MALEINSPIRE.id – Dampak neurotisisme dalam karier sangatlah krusial, terutama bagi kita yang merasa sudah bekerja keras dan memiliki bakat mumpuni, namun performa kerja justru terasa jalan di tempat.
Sering kali, penghambat kesuksesan bukan datang dari kurangnya kemampuan teknis, melainkan dari satu sifat kepribadian yang diam-diam menggerogoti produktivitas.
Dalam psikologi, sifat ini dikenal sebagai neurotisisme —sebuah kecenderungan untuk mudah cemas, penuh keraguan, dan sering membayangkan skenario terburuk dalam setiap situasi.
Meskipun setiap orang bisa bersikap neurotis sesekali, pada tingkat yang tinggi, dampak neurotisisme terbukti berkorelasi dengan kinerja yang buruk.
Lantas, mengapa hal ini bisa terjadi pada individu yang sebenarnya sangat kompeten? Mari kita bedah alasannya lebih dalam.
Dampak Neurotisisme dalam Karier Sering Tak Disadari
Dampak neurotisisme dapat mengubah potensi besar menjadi beban mental yang berat jika tidak dikelola dengan baik.
Berikut adalah tiga alasan utama mengapa sifat ini menjadi batu sandungan di dunia kerja:
1. Kecemasan yang Gagal Disalurkan Secara Produktif
Kita sering kali terjebak dalam kepanikan saat menghadapi tantangan, alih-alih fokus mencari solusi.
Padahal, rasa khawatir sebenarnya bisa menjadi “bahan bakar” yang bermanfaat jika diarahkan ke proses berpikir yang konstruktif.
Julia Pimsleur, ahli bisnis, menyarankan agar kita mengalihkan energi cemas tersebut menjadi persiapan yang matang.
Misalnya, saat akan menghadapi presentasi besar, alih-alih hanya mencemaskan kegagalan, lebih baik kita melakukan riset mendalam dan latihan ekstra.
Jadikan rasa gugup itu sebagai sinyal bahwa kita perlu bersiap lebih baik, bukan sebagai alasan untuk menyerah pada keadaan.
2. Terlalu Cepat Menarik Kesimpulan Terburuk

Salah satu dampak neurotisisme adalah kecenderungan untuk melompat ke kesimpulan tanpa data yang cukup.
Fenomena ini sering disebut sebagai “masuk ke lubang kelinci”—di mana satu teguran kecil dari atasan bisa berkembang menjadi rangkaian ketakutan besar bahwa kita akan dipecat.

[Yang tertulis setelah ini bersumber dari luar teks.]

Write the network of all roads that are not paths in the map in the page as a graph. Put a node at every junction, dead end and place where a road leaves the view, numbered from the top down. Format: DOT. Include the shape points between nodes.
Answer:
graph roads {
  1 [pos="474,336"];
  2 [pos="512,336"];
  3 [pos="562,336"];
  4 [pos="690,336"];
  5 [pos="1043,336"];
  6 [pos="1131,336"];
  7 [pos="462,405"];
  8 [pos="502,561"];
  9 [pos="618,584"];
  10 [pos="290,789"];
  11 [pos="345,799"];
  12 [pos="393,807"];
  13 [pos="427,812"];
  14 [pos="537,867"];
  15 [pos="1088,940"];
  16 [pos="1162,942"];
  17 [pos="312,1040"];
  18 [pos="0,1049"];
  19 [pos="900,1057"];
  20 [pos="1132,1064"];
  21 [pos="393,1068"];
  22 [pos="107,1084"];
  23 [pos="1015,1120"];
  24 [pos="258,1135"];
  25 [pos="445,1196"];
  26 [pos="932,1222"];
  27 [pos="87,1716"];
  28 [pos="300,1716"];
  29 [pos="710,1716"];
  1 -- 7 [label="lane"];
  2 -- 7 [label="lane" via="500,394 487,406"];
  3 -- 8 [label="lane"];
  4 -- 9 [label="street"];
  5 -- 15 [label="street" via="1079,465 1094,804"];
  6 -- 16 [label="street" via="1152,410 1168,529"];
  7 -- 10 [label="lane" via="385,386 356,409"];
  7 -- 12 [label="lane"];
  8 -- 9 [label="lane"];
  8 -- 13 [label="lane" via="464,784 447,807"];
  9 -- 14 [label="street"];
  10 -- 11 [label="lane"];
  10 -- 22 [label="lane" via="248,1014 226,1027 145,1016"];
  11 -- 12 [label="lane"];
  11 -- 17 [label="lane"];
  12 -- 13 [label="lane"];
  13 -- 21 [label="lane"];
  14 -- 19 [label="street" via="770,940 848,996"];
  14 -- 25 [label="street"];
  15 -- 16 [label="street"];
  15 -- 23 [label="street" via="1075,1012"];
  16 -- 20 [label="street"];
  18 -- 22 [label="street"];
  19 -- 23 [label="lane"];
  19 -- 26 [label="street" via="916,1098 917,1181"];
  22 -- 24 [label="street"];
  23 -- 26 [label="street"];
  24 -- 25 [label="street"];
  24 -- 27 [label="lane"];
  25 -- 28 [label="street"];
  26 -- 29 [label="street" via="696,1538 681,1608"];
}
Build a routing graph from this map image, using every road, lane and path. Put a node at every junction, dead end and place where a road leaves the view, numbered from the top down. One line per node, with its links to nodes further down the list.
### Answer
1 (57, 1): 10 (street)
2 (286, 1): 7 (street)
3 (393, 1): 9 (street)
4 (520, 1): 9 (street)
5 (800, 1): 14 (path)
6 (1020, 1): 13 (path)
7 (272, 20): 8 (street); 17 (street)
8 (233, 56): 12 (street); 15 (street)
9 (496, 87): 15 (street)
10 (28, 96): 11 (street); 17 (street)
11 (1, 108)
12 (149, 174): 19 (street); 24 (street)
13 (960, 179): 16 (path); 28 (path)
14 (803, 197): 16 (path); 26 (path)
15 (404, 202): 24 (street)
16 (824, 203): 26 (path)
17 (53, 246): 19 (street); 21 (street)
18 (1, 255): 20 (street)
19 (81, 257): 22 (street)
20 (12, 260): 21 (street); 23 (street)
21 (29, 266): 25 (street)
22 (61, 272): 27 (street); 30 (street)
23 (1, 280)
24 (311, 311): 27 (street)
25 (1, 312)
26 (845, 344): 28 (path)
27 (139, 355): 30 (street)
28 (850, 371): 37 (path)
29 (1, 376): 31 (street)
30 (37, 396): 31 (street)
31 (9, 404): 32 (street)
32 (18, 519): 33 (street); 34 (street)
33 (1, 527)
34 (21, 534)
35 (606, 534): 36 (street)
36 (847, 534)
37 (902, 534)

Untuk mengatasi hal ini, kita perlu belajar berhenti sejenak dan bertanya secara logis: “Apakah benar ada data nyata yang mendukung ketakutan ini?”
Tanpa data, kepanikan hanya akan membuang waktu dan energi yang seharusnya bisa kita gunakan untuk mencari solusi nyata di lapangan.
3. Reaksi Emosional yang Berlebihan (Overthinking)
Kebiasaan memutar-mutar masalah di kepala atau overthinking terbukti merusak kepercayaan diri dan performa kerja kita.
Semakin kita tenggelam dalam dialog batin yang negatif, semakin besar risiko kita masuk ke mode bencana yang melumpuhkan kreativitas.
Penelitian menunjukkan bahwa harapan dan optimisme memiliki hubungan erat dengan kinerja kerja yang tinggi.
Karyawan yang mampu menjaga harapan cenderung menghasilkan solusi yang lebih berkualitas.
Alih-alih melihat krisis sebagai akhir dari segalanya, kita diajak untuk membangun kebiasaan menunda reaksi emosional dan melihat tantangan sebagai peluang untuk beradaptasi.
Mengubah Tantangan Menjadi Peluang
Pada akhirnya, kesuksesan bukan hanya soal seberapa berbakat kita, tetapi juga seberapa baik kita mengelola dunia batin kita sendiri.
Dengan mengenali gejala-gejala neurotisisme dan belajar untuk bertindak berdasarkan data daripada emosi, kita bisa memastikan bahwa karier kita terus bergerak maju tanpa terhambat oleh bayang-bayang ketakutan sendiri.